On peut, à nouveau, améliorer l'approximation en choisissant une valeur intermédiaire; mais dans ce cas quelle moyenne adopter? Si \(x_0\) vaut \((1 + \epsilon)\) fois la valeur exacte, le quotient de \(n\) par \(x_0\) vaudra approximativement \((1 - 2 \epsilon)\) fois cette valeur. On approchera donc le mieux la racine cubique en prenant cette fois la moyenne pondérée (2, 1) des deux extrémités de l'intervalle soit:

\[x_1 = \frac{2x_0 + \frac {n} {x_0^2}} {3} = \frac {2x_0^3 + n}{3x_0^2} \]

Plus généralement pour extraire la racine d'ordre \(k\) de \(n\) la formule d'itération est:

\[ x_{j+1} = \frac {(k-1) {x_j^k} + n} {k {x_j}^{k-1}} \]

Enfin une autre manière de voir les choses conduit à la formule de Newton qui possède un champ d'application plus large: soit \(x_i\) une approximation d'ordre \(i\) de la racine carrée de \(n\); la valeur exacte est \(x_i + \epsilon\); cherchons à déterminer \( \epsilon\):

\[ (x_j + \epsilon )^2 = n \] \[x_j^2 + 2 \epsilon x_j + \epsilon ^2 = n \]

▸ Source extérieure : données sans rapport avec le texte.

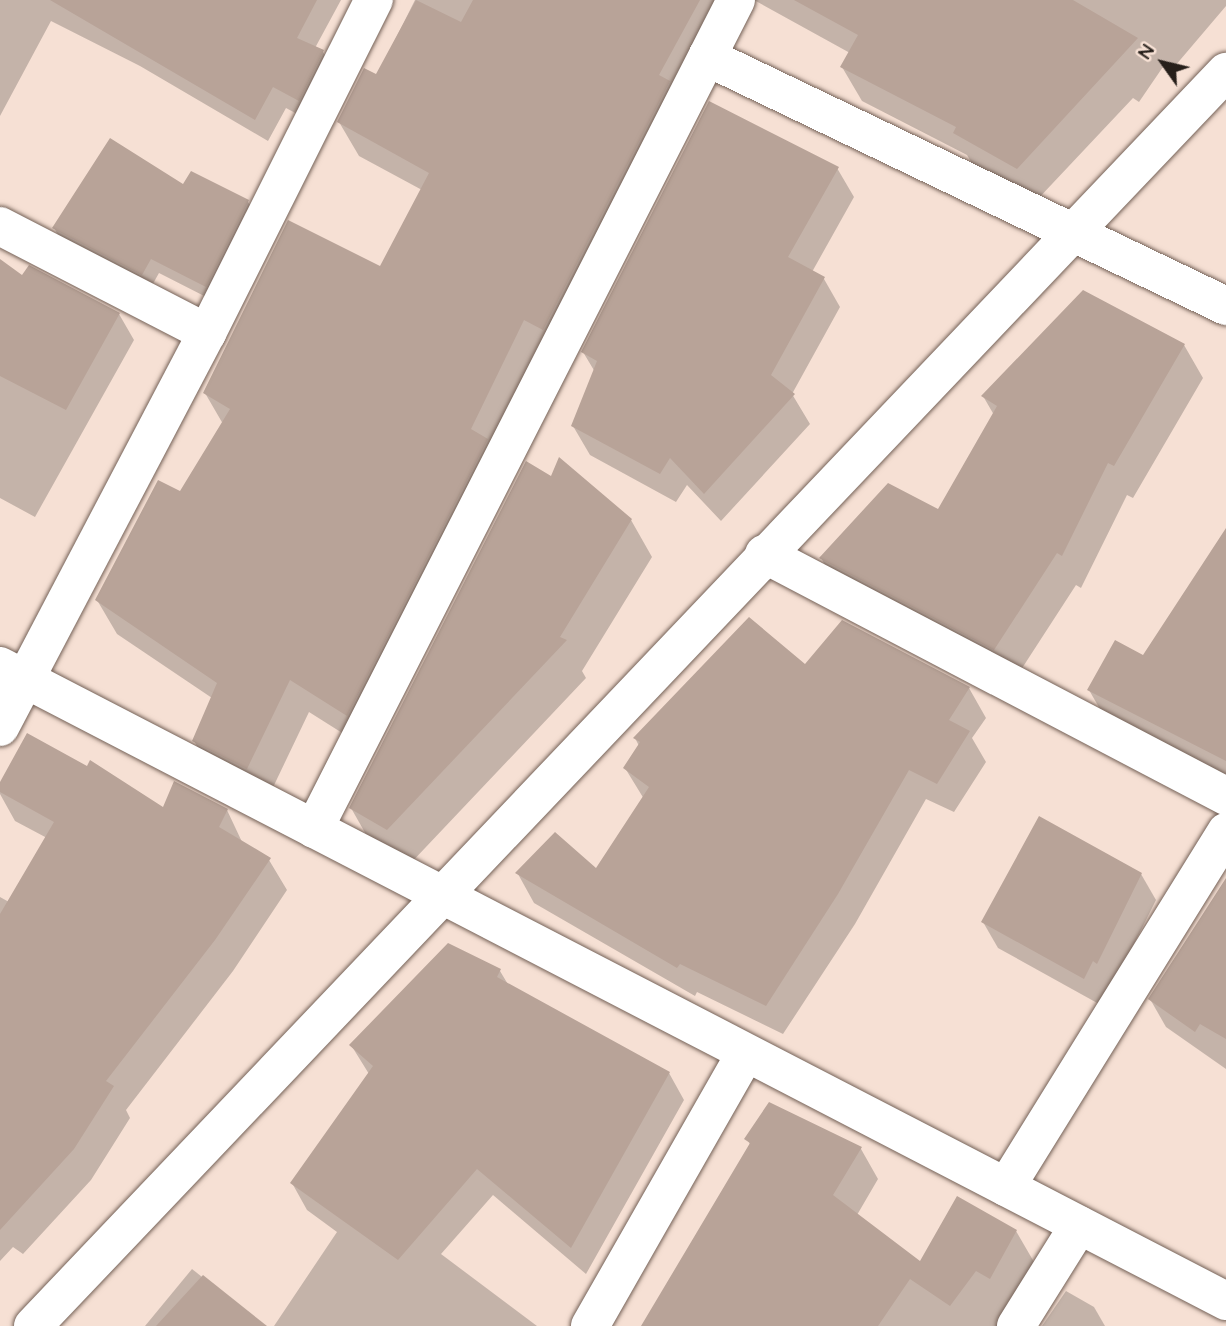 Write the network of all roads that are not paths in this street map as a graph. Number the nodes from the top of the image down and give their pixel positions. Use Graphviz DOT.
graph roads {
  1 [pos="374,0"];
  2 [pos="736,0"];
  3 [pos="707,57"];
  4 [pos="1226,72"];
  5 [pos="0,226"];
  6 [pos="1070,231"];
  7 [pos="1226,306"];
  8 [pos="206,333"];
  9 [pos="764,554"];
  10 [pos="13,673"];
  11 [pos="0,727"];
  12 [pos="1226,796"];
  13 [pos="314,829"];
  14 [pos="1226,832"];
  15 [pos="440,894"];
  16 [pos="746,1053"];
  17 [pos="1006,1187"];
  18 [pos="1079,1225"];
  19 [pos="1219,1309"];
  20 [pos="33,1326"];
  21 [pos="590,1326"];
  22 [pos="1016,1326"];
  1 -- 8 [label="street"];
  2 -- 3 [label="street"];
  3 -- 6 [label="street"];
  3 -- 13 [label="street"];
  4 -- 6 [label="street"];
  5 -- 8 [label="street"];
  6 -- 7 [label="street"];
  6 -- 9 [label="street"];
  8 -- 10 [label="street"];
  9 -- 12 [label="street"];
  9 -- 15 [label="street"];
  10 -- 11 [label="street"];
  10 -- 13 [label="street"];
  13 -- 15 [label="street"];
  14 -- 17 [label="street"];
  15 -- 16 [label="street"];
  15 -- 20 [label="street"];
  16 -- 17 [label="street"];
  16 -- 21 [label="street"];
  17 -- 18 [label="street"];
  18 -- 19 [label="street"];
  18 -- 22 [label="street"];
}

mais le carré de l'erreur \(\epsilon\) peut être considéré comme négligeable, d'où:

\[ \epsilon = \frac{n - x_j^2}{2 x_j} \] et\[x_{j+1} = x_j + \epsilon = \frac{x_j^2 + n}{2x_j} \]

Cette méthode se généralise à la recherche d'une solution de l'équation \(f(x) = k\). Si \(x_i\) est une approximation et \(x_i + \epsilon\) la valeur exacte, on obtient en développant en série:

\[f(x_j + \epsilon ) = k = f(x_j) + \epsilon f ' (x_j) + \frac {\epsilon ^2}{2} f ''(x_j) + ... \]

et en négligeant les termes carrés en \(\epsilon\) on a:

\[ \epsilon = \frac{k - f(x_j)}{f '(x_j)} \] \[ x_{j+1} = x_j + \frac { k - f(x_j)}{f ' (x_j)} = \frac{k - f(x_j) + x_j f ' (x_j)}{k - f (x_j)}\]

La convergence de cette méthode est assez bonne et dépend du signe de la dérivée seconde. Dans le cas d'une extraction de racine on est assuré de la validité de la méthode de Newton.